'Dangerous': O dia em que o crime organizado fez o melhor marketing da Sony | MJ Beats
Close dos olhos de Michael Jackson na arte do álbum Dangerous, com expressão intensa de susto e elementos surrealistas ao redor.

‘Dangerous’: O dia em que o crime organizado fez o melhor marketing da Sony

Você sabe quanto pesa a cultura pop? Hoje, ela não pesa nada. Ela flutua em nuvens de dados, impalpável, onipresente e, convenhamos, um tanto banalizada. Mas houve um tempo – especificamente na crepuscular e perigosa Los Angeles de 1991 – em que a música tinha massa, volume e, acima de tudo, risco. Em novembro daquele ano, o lançamento de Dangerous não foi apenas um marco na discografia de Michael Jackson; foi o epicentro de uma operação logística que faria qualquer chefe de equipe de Fórmula 1 corar de inveja pela audácia. Estamos falando do roubo de 30.000 cópias do álbum, subtraídas de um terminal de carga do aeroporto de Los Angeles (LAX) com a precisão cirúrgica de quem sabe que está carregando ouro, e não policarbonato.

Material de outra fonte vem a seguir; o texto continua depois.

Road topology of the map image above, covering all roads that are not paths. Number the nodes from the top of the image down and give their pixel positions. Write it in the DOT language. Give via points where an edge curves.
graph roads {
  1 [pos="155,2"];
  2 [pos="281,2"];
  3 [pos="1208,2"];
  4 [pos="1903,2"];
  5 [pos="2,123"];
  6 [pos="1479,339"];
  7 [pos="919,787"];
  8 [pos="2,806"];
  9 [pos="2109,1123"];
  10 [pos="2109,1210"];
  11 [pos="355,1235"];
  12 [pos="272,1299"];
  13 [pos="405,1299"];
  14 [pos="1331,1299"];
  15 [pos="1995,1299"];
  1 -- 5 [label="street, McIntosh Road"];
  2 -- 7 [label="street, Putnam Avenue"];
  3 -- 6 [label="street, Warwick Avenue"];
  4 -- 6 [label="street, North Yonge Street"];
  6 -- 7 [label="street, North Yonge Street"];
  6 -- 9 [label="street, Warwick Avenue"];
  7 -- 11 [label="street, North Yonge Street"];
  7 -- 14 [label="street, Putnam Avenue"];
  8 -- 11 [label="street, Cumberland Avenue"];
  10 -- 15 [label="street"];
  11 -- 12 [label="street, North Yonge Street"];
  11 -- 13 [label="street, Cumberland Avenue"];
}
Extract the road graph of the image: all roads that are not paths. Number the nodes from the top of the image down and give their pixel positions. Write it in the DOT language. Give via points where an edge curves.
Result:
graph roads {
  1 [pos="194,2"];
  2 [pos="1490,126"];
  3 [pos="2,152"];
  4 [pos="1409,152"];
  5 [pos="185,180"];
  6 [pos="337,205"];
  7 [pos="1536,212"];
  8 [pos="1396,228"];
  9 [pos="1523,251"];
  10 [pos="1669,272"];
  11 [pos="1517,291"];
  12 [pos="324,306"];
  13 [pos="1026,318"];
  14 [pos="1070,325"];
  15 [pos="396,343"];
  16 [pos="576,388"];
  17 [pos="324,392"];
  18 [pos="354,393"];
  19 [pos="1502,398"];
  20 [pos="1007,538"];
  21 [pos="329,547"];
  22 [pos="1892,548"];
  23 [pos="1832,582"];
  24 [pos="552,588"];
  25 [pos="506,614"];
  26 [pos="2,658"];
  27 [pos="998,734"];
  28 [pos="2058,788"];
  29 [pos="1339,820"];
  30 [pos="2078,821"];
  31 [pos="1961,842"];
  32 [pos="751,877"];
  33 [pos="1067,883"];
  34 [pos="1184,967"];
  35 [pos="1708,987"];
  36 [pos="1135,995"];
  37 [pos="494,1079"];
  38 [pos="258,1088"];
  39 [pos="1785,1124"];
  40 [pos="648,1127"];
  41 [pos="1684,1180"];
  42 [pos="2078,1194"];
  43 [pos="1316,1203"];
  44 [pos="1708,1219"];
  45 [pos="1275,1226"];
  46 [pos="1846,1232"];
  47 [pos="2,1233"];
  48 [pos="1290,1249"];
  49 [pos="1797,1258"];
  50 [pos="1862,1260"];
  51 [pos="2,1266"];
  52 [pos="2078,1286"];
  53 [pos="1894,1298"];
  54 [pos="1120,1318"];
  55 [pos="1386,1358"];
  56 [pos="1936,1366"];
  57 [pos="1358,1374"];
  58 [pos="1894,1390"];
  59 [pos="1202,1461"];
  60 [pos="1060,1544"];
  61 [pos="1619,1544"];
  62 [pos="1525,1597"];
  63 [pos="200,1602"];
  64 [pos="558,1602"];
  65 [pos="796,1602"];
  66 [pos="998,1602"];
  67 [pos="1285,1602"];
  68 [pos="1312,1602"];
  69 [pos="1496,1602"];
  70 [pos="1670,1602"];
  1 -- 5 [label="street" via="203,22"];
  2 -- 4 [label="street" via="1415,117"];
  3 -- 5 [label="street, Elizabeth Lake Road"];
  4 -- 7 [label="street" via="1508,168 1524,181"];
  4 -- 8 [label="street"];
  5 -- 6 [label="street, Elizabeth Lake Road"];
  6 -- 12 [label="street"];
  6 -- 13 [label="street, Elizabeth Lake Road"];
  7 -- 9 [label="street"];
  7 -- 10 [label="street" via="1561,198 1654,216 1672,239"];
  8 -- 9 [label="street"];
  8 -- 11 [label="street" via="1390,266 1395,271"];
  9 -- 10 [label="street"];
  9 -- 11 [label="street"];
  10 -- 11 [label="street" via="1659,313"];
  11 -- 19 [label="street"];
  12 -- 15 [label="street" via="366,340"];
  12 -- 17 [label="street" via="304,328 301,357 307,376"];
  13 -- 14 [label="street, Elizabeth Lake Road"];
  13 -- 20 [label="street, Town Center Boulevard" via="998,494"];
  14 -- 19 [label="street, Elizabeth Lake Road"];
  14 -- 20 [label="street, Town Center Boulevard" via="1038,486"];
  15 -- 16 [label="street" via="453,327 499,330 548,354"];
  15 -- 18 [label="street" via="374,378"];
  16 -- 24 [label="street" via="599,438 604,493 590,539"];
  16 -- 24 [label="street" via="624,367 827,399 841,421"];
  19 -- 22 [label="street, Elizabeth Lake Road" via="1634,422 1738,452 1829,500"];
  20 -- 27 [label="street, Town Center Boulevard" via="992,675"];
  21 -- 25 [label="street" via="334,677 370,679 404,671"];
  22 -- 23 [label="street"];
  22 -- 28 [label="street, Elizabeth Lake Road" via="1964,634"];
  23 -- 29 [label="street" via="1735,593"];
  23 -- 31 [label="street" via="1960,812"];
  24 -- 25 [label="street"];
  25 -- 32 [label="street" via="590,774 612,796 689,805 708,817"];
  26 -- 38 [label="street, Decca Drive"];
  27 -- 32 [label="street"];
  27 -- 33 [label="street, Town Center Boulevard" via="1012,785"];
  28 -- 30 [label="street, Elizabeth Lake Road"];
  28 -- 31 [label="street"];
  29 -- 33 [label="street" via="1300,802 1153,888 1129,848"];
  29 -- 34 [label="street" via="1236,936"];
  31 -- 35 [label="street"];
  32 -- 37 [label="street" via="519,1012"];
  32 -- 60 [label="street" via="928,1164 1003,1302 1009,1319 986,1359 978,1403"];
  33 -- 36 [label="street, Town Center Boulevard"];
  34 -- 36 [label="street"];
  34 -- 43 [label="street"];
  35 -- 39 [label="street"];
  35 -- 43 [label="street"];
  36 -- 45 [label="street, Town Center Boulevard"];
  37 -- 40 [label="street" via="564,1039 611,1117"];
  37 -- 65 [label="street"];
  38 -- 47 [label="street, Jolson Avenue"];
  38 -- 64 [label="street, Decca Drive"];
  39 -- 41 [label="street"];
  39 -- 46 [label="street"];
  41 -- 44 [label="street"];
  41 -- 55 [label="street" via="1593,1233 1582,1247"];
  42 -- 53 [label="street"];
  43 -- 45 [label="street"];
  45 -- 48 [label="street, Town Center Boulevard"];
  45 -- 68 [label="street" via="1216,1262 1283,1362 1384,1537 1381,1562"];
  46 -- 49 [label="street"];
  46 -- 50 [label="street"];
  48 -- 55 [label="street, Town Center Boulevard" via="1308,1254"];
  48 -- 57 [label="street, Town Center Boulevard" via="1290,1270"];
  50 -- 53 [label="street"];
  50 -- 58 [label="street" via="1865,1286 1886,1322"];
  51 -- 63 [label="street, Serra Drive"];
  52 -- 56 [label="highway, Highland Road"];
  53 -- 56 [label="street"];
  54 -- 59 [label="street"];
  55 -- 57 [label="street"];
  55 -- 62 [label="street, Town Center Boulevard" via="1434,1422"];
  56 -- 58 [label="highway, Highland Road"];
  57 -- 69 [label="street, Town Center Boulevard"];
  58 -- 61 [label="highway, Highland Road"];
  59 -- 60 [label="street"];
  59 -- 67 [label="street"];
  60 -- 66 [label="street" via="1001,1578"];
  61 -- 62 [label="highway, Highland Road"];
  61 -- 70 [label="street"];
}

Pense na cena. Três homens armados rendem funcionários, amarram-nos (sem ferimentos, o que denota um profissionalismo quase britânico em meio ao caos americano) e utilizam empilhadeiras para carregar um caminhão. Empilhadeiras! Isso não é pirataria digital; é halterofilismo criminal. Para roubar música em 1991, você precisava de bíceps e logística pesada. Hoje, um adolescente entediado vaza um álbum inteiro com um pendrive e uma conexão Wi-Fi instável, esvaziando o valor da obra sem sequer suar a camisa. Há, perdoem-me o cinismo, uma certa nobreza perdida na ideia de que a arte valia o risco de uma pena de prisão por assalto à mão armada.

O que moveu esses cavalheiros não foi o amor pela arte – ou talvez fosse, se considerarmos o capitalismo a maior das artes performáticas. Eles entenderam, antes de muitos analistas de Wall Street, a teoria da “mercadoria quente”. Michael Jackson, naquele momento, não era apenas um cantor; ele era uma economia autônoma, um PIB ambulante. Aquelas 30.000 cópias, roubadas cinco dias antes do lançamento oficial, representavam uma escassez artificial que faria qualquer cambista de final de Copa do Mundo salivar. Era a oportunidade de vender o ingresso para a conversa global antes que os portões se abrissem.

É curioso – e aqui entra aquela ironia que a história adora nos servir fria – que o roubo tenha alimentado a própria narrativa do álbum. Dangerous precisava ser perigoso. Ao contrário do polido e perfeito Thriller, esse novo trabalho flertava com o industrial, o urbano, o mistério. E nada grita “credibilidade das ruas” mais alto do que ter seu produto roubado à mão armada por um sindicato do crime. Foi um marketing acidental, uma espécie de “efeito Streisand” com armas de fogo, que apenas confirmou ao público que aquele disco era um objeto de desejo pelo qual valia a pena matar ou morrer – ou, no mínimo, pilotar uma empilhadeira na madrugada.

No fim, a Sony absorveu o prejuízo como quem paga uma multa irrisória por excesso de velocidade, e o álbum estreou em primeiro lugar, vendendo milhões. O crime, longe de prejudicar, sacramentou o status de MJ. Mas fica aqui a reflexão sobre a nossa era asséptica: quando foi a última vez que você sentiu que uma obra de arte tinha peso real, físico, intransferível? Será que a facilidade com que acessamos tudo hoje não nos roubou, paradoxalmente, o valor de ter algo nas mãos que outros se arriscariam para tirar?

Se a música hoje é ar, em 1991 ela era chumbo. E talvez, só talvez, a gente sinta falta de carregar esse peso.

Vocês acham que a desmaterialização da música diminuiu a nossa paixão, ou apenas trocamos a adoração pelo objeto pela conveniência do acesso?